Recovering levies after deal
5 January 2009
A legal expert explores the issue of recovering special levies when a sectional title unit is being sold.
According to the Sectional Titles Act 95 of 1986 ("the Act") levies are due and payable on the passing of a resolution to that effect by the trustees of the body corporate and may be recovered from the persons who were owners of units at the time when the resolution making the levies due and payable was passed.
This means that the person who owned the unit when the levy became due and payable is the only person from whom the body corporate may legally recover the levy.
This can become a contentious issue when, for example, a special levy is raised and becomes due and payable after an owner has sold his unit but before the transfer of ownership has taken place. As soon as the unit has been transferred from the seller to the purchaser the seller may believe that he is not liable to pay the special levy because he is no longer the owner of the unit. But because the seller was the owner at the time the special levy was raised and became due and payable, the body corporate is legally entitled to recover that special levy only from the seller and has no legal entitlement to recover the special levy from the purchaser as the new owner.

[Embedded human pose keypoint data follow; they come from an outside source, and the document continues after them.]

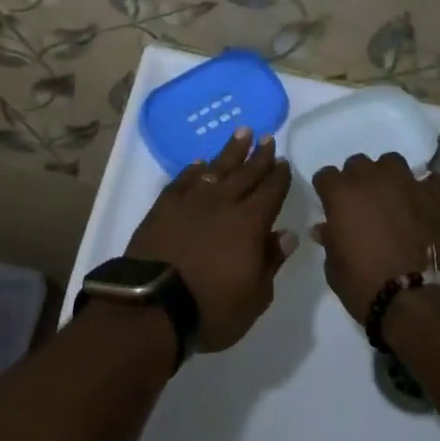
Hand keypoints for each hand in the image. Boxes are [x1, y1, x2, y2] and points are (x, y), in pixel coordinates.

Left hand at [126, 129, 295, 351]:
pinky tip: (200, 163)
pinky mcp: (165, 205)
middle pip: (246, 173)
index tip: (283, 161)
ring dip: (231, 150)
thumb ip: (271, 261)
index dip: (278, 177)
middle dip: (259, 156)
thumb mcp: (255, 297)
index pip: (270, 192)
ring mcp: (192, 201)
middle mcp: (223, 203)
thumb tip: (286, 234)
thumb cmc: (212, 308)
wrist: (153, 304)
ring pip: (216, 168)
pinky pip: (184, 180)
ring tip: (242, 132)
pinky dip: (194, 170)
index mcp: (250, 223)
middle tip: (267, 138)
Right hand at [310, 152, 439, 324]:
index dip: (328, 191)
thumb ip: (330, 241)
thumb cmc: (368, 288)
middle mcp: (373, 179)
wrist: (423, 303)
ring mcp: (409, 183)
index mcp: (341, 195)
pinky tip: (427, 208)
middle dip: (358, 181)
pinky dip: (427, 191)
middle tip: (365, 205)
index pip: (325, 176)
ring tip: (396, 200)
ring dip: (390, 178)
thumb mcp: (335, 270)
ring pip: (393, 163)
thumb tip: (326, 228)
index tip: (332, 206)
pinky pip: (432, 181)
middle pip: (358, 164)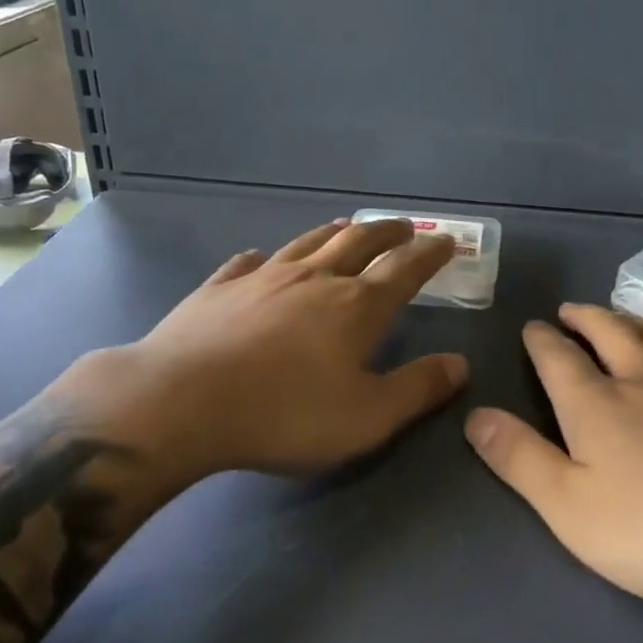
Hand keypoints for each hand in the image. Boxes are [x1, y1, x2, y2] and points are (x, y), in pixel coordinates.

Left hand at [58, 218, 466, 483]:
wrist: (182, 401)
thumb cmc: (285, 414)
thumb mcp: (367, 416)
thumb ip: (417, 389)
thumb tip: (460, 364)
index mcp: (356, 306)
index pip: (405, 269)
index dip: (429, 254)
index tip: (446, 241)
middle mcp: (314, 279)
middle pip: (359, 242)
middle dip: (387, 232)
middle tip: (403, 226)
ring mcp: (262, 277)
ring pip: (308, 243)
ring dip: (334, 233)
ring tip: (347, 226)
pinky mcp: (218, 288)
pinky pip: (247, 263)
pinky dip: (264, 258)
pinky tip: (260, 258)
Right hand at [464, 304, 642, 610]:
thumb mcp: (573, 509)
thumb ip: (520, 460)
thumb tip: (475, 415)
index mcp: (597, 404)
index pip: (558, 358)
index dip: (541, 340)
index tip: (533, 325)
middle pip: (610, 332)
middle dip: (585, 318)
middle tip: (571, 309)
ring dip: (633, 320)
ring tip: (622, 316)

Similarly, if the day after transfer has occurred a special levy is raised for something that occurred "before the purchaser's time" – the purchaser as the owner at the time the special levy was raised and became due and payable is liable to pay the special levy.
To avoid disputes arising regarding levy liability, the seller may assign his levy liability obligations to the purchaser with effect from the date of transfer.
Strictly speaking, the seller and the purchaser are not able to conclude such an agreement on their own. The body corporate must accept the benefits of such an agreement, releasing the seller from his statutory obligation and acquiring a contractual right to recover the outstanding levies from the purchaser. This can be achieved by way of a "tripartite agreement" entered into by the seller, purchaser and body corporate.